图3-14 单心室二期分隔手术:手术完成
这种使用同种或者异种带瓣动脉管道进行不可成形的肺动脉狭窄和右室流出道狭窄的手术方法又称Rastelli手术。图3-14显示的是部分单心室大动脉转位同时合并肺动脉狭窄分隔手术后的示意图,因为带瓣外管道在升主动脉右后方,关胸后不会压迫右室流出道和肺动脉。

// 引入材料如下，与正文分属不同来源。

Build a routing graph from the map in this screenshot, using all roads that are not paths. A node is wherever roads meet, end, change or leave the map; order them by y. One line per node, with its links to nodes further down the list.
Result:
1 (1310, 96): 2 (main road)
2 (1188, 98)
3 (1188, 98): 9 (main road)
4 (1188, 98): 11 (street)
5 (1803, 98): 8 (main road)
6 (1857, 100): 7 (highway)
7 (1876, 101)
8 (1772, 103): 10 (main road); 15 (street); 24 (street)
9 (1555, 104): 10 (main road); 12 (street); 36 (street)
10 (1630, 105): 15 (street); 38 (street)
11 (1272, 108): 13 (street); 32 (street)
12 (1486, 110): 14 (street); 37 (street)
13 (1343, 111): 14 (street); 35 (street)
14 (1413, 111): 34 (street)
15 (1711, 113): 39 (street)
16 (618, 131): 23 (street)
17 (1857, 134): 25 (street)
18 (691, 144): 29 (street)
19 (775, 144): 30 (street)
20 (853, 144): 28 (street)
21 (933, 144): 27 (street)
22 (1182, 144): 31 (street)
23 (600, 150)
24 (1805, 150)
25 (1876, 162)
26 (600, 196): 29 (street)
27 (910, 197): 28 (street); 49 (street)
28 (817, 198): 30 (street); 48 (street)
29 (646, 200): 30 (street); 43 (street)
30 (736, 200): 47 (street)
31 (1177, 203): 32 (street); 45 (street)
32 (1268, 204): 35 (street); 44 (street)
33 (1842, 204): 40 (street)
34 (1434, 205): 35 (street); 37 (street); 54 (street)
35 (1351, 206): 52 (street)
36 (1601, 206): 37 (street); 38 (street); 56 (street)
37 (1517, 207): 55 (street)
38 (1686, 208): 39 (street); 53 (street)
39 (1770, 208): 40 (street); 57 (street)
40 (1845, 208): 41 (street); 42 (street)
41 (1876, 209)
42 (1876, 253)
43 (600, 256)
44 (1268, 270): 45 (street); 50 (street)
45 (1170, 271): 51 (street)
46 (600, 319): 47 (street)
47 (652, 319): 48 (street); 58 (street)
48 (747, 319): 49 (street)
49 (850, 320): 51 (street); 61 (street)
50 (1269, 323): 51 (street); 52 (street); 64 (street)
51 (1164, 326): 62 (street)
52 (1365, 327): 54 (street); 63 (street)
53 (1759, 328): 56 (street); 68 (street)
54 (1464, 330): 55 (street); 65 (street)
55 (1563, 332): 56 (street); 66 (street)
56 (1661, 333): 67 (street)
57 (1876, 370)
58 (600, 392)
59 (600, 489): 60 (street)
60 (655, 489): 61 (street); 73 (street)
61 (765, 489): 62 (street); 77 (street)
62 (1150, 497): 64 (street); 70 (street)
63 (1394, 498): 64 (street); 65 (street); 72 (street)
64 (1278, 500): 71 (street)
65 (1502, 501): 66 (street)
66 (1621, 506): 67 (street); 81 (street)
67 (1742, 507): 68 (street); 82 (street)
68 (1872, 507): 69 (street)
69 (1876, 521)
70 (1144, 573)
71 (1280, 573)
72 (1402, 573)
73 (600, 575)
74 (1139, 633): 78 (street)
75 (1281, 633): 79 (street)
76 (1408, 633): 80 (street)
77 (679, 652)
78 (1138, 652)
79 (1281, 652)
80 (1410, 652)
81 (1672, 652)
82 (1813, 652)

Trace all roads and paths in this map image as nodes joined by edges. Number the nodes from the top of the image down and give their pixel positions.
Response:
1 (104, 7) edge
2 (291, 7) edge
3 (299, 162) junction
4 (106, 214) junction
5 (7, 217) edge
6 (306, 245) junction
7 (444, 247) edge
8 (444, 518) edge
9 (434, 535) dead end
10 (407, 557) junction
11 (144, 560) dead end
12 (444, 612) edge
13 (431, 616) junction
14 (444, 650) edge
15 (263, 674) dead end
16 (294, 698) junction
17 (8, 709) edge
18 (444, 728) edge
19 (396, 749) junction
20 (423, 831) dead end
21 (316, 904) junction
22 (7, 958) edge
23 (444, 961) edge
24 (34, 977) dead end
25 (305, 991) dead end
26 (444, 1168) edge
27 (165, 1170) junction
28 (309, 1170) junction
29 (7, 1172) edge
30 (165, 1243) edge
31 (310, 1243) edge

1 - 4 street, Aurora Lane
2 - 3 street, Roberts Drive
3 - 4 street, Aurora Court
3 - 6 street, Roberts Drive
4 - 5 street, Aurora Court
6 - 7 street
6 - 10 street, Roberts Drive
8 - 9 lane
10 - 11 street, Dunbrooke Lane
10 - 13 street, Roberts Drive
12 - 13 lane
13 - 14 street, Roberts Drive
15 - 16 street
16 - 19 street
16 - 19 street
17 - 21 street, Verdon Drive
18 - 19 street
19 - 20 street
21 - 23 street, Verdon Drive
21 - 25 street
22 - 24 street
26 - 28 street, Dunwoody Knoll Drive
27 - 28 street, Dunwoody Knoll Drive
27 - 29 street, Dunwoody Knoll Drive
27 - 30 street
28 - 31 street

小结:按早年van Praagh单心室的分类,AⅢ型的单心室可以进行分隔手术,因为主动脉在肺动脉左前方,使得流出道直接在主动脉瓣下方,如果两组房室瓣功能和形态都正常,人为地将单心室隔出一个小的所谓右心室,动静脉血流线为平行方式,使得室间隔修补比较容易,但是整个手术难度很大,术后并发症和手术死亡率很高,如果合并有肺动脉瓣下狭窄,手术难度更大。在有了其他外科治疗单心室的方法后,特别是国际先天性心脏手术命名和数据库系统定为功能性单心室原则上不能使用分隔手术,分隔手术很少再开展。分隔手术和腔静脉肺动脉连接手术一样,原则上是将动静脉血流分流,降低单心室的负荷。就多数报告的成功病例都显示分隔手术后患者的生活质量和长期生存率都比腔静脉肺动脉吻合术后好。重提分隔手术,也许使分隔手术能为功能性单心室的外科治疗提供一个理念。